Top of DATA EXCERPTS
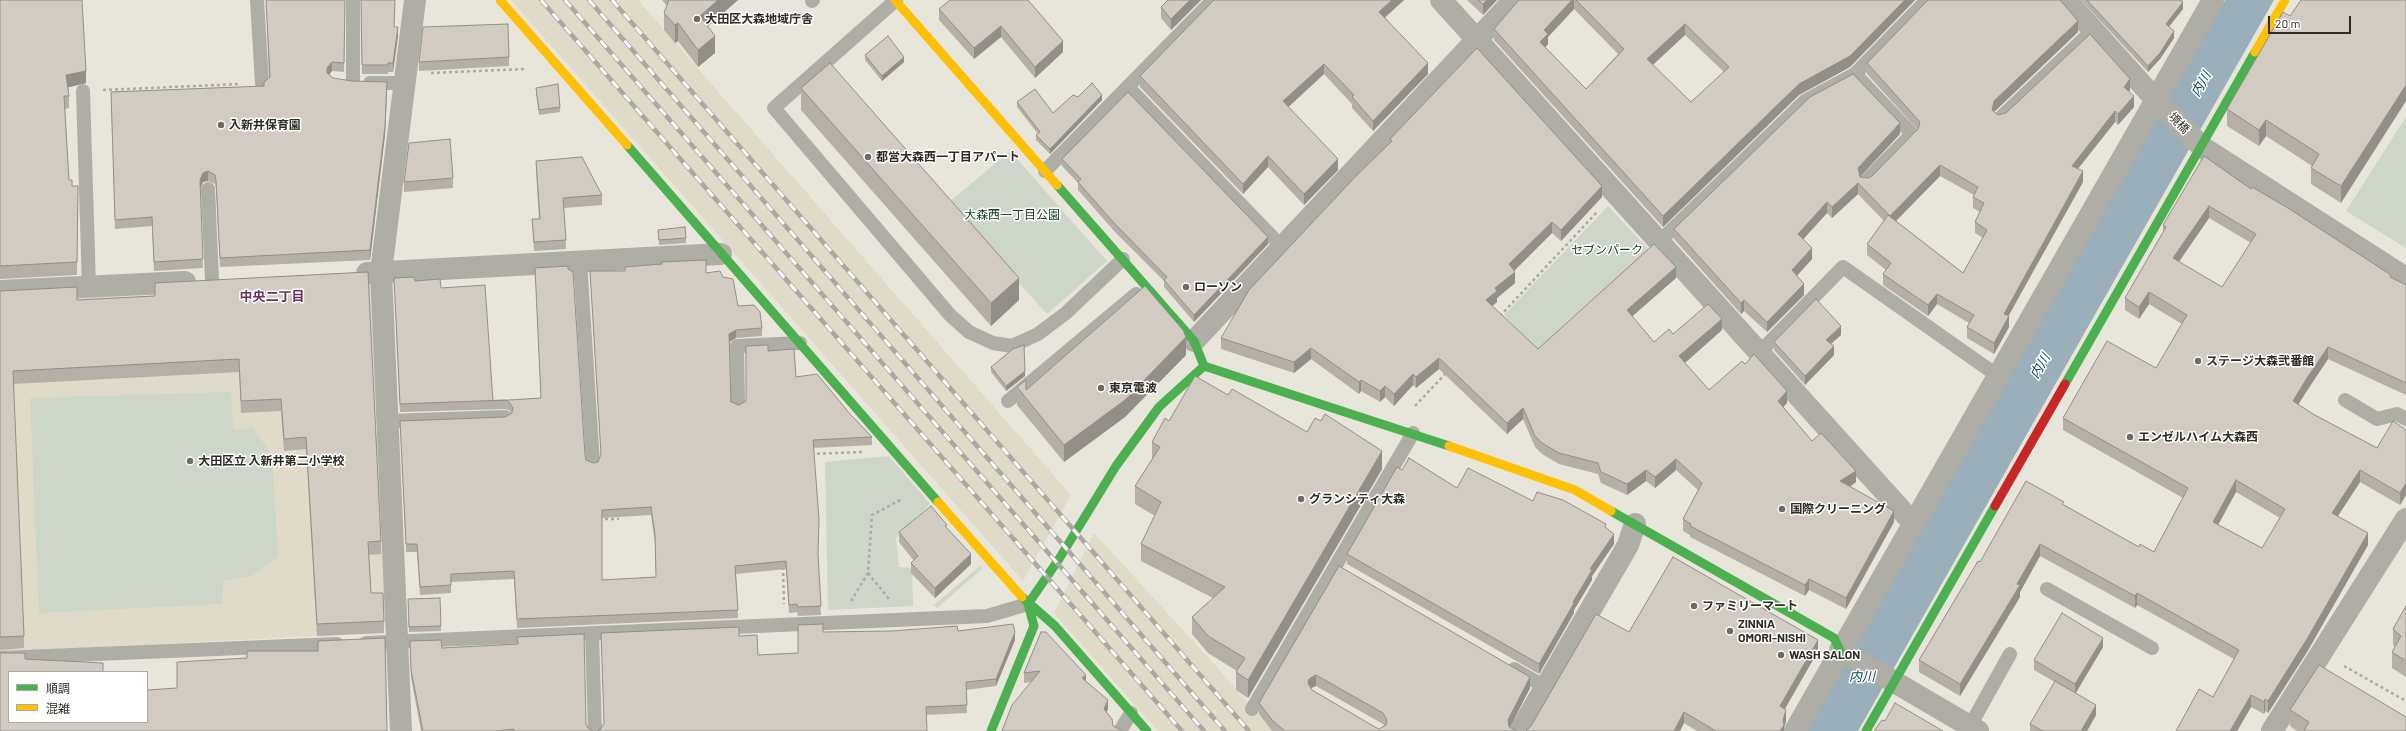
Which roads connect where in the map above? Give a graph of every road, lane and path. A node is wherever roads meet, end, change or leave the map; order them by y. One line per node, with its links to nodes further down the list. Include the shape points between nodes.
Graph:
1 (257, 0): 18 (lane)
2 (353, 0): 17 (lane, via 347,81)
3 (415, 0): 17 (street)
4 (500, 0): 15 (street)
5 (1213, 0): 19 (lane)
6 (1440, 0): 14 (street)
7 (1514, 0): 14 (street)
8 (1928, 0): 16 (lane)
9 (2066, 0): 13 (street, 境橋)
10 (2213, 0): 21 (street)
11 (2285, 0): 23 (street)
12 (902, 2): 24 (street); 31 (lane, via 774,108 950,315 975,334 993,343 1012,346 1038,334 1066,313)
13 (2092, 30): 21 (street, 境橋); 22 (lane)
14 (1477, 39): 27 (street); 29 (street)
15 (560, 67): 17 (path); 30 (street)
16 (1855, 74): 25 (lane, via 1912,134); 28 (lane, via 1805,101)
17 (406, 78): 33 (street)
18 (262, 83): 20 (path)
19 (1128, 87): 24 (lane); 29 (lane)
20 (83, 91): 39 (lane)
21 (2156, 100): 23 (street, 境橋); 47 (street)
22 (2000, 118)
23 (2202, 147): 35 (street, 境橋); 80 (street)
24 (1045, 171): 31 (street)
25 (1866, 181)
26 (208, 190): 37 (lane)
27 (1615, 193): 28 (street); 41 (path)
28 (1659, 242): 44 (street)
29 (1282, 247): 42 (street)
30 (721, 254): 32 (street); 43 (street)
31 (1123, 259): 38 (street)
32 (580, 262): 33 (street); 58 (lane)
33 (381, 272): 34 (street); 53 (street)
34 (343, 274)
35 (2406, 278)
36 (235, 279): 37 (street)
37 (212, 280): 39 (street)
38 (1146, 286): 42 (street); 49 (lane)
39 (89, 287): 40 (street)
40 (0, 291)
41 (1498, 318)
42 (1194, 341): 45 (street)
43 (800, 343): 50 (lane, via 737,346); 56 (street)
44 (1759, 353): 47 (lane, via 1843,267); 63 (street)
45 (1204, 366): 54 (street); 68 (street, via 1159,407 1116,466)
46 (1449, 370): 54 (path)
47 (1998, 376): 63 (street)
48 (2345, 400): 52 (lane, via 2377,419 2397,414)
49 (1008, 401)
50 (738, 405)
51 (505, 417): 53 (lane)
52 (2406, 419)
53 (389, 421): 73 (street)
54 (1396, 427): 55 (street)
55 (1413, 433): 64 (street, via 1575,490); 83 (lane)
56 (894, 451): 57 (path); 59 (street)
57 (809, 454)
58 (593, 463)
59 (925, 486): 66 (path, via 872,515); 68 (street)
60 (619, 519): 62 (path)
61 (2406, 519): 76 (street)
62 (591, 520)
63 (1913, 523): 75 (street)
64 (1636, 524): 75 (street, via 1834,638); 81 (street, via 1628,545)
65 (782, 563): 71 (path)
66 (868, 573): 69 (path); 70 (path)
67 (2047, 589): 74 (lane)
68 (1028, 604): 69 (lane, via 987,616); 84 (street, via 1055,626); 88 (street, via 1034,626)
69 (905, 619): 70 (lane)
70 (838, 622): 71 (lane)
71 (785, 625): 72 (lane)
72 (592, 633): 73 (lane); 87 (lane)
73 (398, 642): 78 (lane); 86 (street)
74 (2152, 648)
75 (1842, 652): 80 (street); 92 (street)
76 (2321, 653): 82 (path); 94 (street)
77 (2010, 654): 85 (lane)
78 (0, 658)
79 (1504, 663): 81 (lane)
80 (1891, 681): 85 (street); 93 (street)
81 (1545, 687): 91 (street)
82 (2406, 701)
83 (1252, 709)
84 (1131, 713): 89 (lane); 90 (street)
85 (1974, 728)
86 (401, 731)
87 (595, 731)
88 (991, 731)
89 (1120, 731)
90 (1147, 731)
91 (1520, 731)
92 (1795, 731)
93 (1866, 731)
94 (2272, 731)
Bottom of DATA EXCERPTS
WHAT TO PRODUCE —
Images in the data above are to be skipped. Retype all other material exactly.

WRITTEN REPLY —
Which roads connect where in the map above? Give a graph of every road, lane and path. A node is wherever roads meet, end, change or leave the map; order them by y. One line per node, with its links to nodes further down the list. Include the shape points between nodes.
Graph:
1 (257, 0): 18 (lane)
2 (353, 0): 17 (lane, via 347,81)
3 (415, 0): 17 (street)
4 (500, 0): 15 (street)
5 (1213, 0): 19 (lane)
6 (1440, 0): 14 (street)
7 (1514, 0): 14 (street)
8 (1928, 0): 16 (lane)
9 (2066, 0): 13 (street, 境橋)
10 (2213, 0): 21 (street)
11 (2285, 0): 23 (street)
12 (902, 2): 24 (street); 31 (lane, via 774,108 950,315 975,334 993,343 1012,346 1038,334 1066,313)
13 (2092, 30): 21 (street, 境橋); 22 (lane)
14 (1477, 39): 27 (street); 29 (street)
15 (560, 67): 17 (path); 30 (street)
16 (1855, 74): 25 (lane, via 1912,134); 28 (lane, via 1805,101)
17 (406, 78): 33 (street)
18 (262, 83): 20 (path)
19 (1128, 87): 24 (lane); 29 (lane)
20 (83, 91): 39 (lane)
21 (2156, 100): 23 (street, 境橋); 47 (street)
22 (2000, 118)
23 (2202, 147): 35 (street, 境橋); 80 (street)
24 (1045, 171): 31 (street)
25 (1866, 181)
26 (208, 190): 37 (lane)
27 (1615, 193): 28 (street); 41 (path)
28 (1659, 242): 44 (street)
29 (1282, 247): 42 (street)
30 (721, 254): 32 (street); 43 (street)
31 (1123, 259): 38 (street)
32 (580, 262): 33 (street); 58 (lane)
33 (381, 272): 34 (street); 53 (street)
34 (343, 274)
35 (2406, 278)
36 (235, 279): 37 (street)
37 (212, 280): 39 (street)
38 (1146, 286): 42 (street); 49 (lane)
39 (89, 287): 40 (street)
40 (0, 291)
41 (1498, 318)
42 (1194, 341): 45 (street)
43 (800, 343): 50 (lane, via 737,346); 56 (street)
44 (1759, 353): 47 (lane, via 1843,267); 63 (street)
45 (1204, 366): 54 (street); 68 (street, via 1159,407 1116,466)
46 (1449, 370): 54 (path)
47 (1998, 376): 63 (street)
48 (2345, 400): 52 (lane, via 2377,419 2397,414)
49 (1008, 401)
50 (738, 405)
51 (505, 417): 53 (lane)
52 (2406, 419)
53 (389, 421): 73 (street)
54 (1396, 427): 55 (street)
55 (1413, 433): 64 (street, via 1575,490); 83 (lane)
56 (894, 451): 57 (path); 59 (street)
57 (809, 454)
58 (593, 463)
59 (925, 486): 66 (path, via 872,515); 68 (street)
60 (619, 519): 62 (path)
61 (2406, 519): 76 (street)
62 (591, 520)
63 (1913, 523): 75 (street)
64 (1636, 524): 75 (street, via 1834,638); 81 (street, via 1628,545)
65 (782, 563): 71 (path)
66 (868, 573): 69 (path); 70 (path)
67 (2047, 589): 74 (lane)
68 (1028, 604): 69 (lane, via 987,616); 84 (street, via 1055,626); 88 (street, via 1034,626)
69 (905, 619): 70 (lane)
70 (838, 622): 71 (lane)
71 (785, 625): 72 (lane)
72 (592, 633): 73 (lane); 87 (lane)
73 (398, 642): 78 (lane); 86 (street)
74 (2152, 648)
75 (1842, 652): 80 (street); 92 (street)
76 (2321, 653): 82 (path); 94 (street)
77 (2010, 654): 85 (lane)
78 (0, 658)
79 (1504, 663): 81 (lane)
80 (1891, 681): 85 (street); 93 (street)
81 (1545, 687): 91 (street)
82 (2406, 701)
83 (1252, 709)
84 (1131, 713): 89 (lane); 90 (street)
85 (1974, 728)
86 (401, 731)
87 (595, 731)
88 (991, 731)
89 (1120, 731)
90 (1147, 731)
91 (1520, 731)
92 (1795, 731)
93 (1866, 731)
94 (2272, 731)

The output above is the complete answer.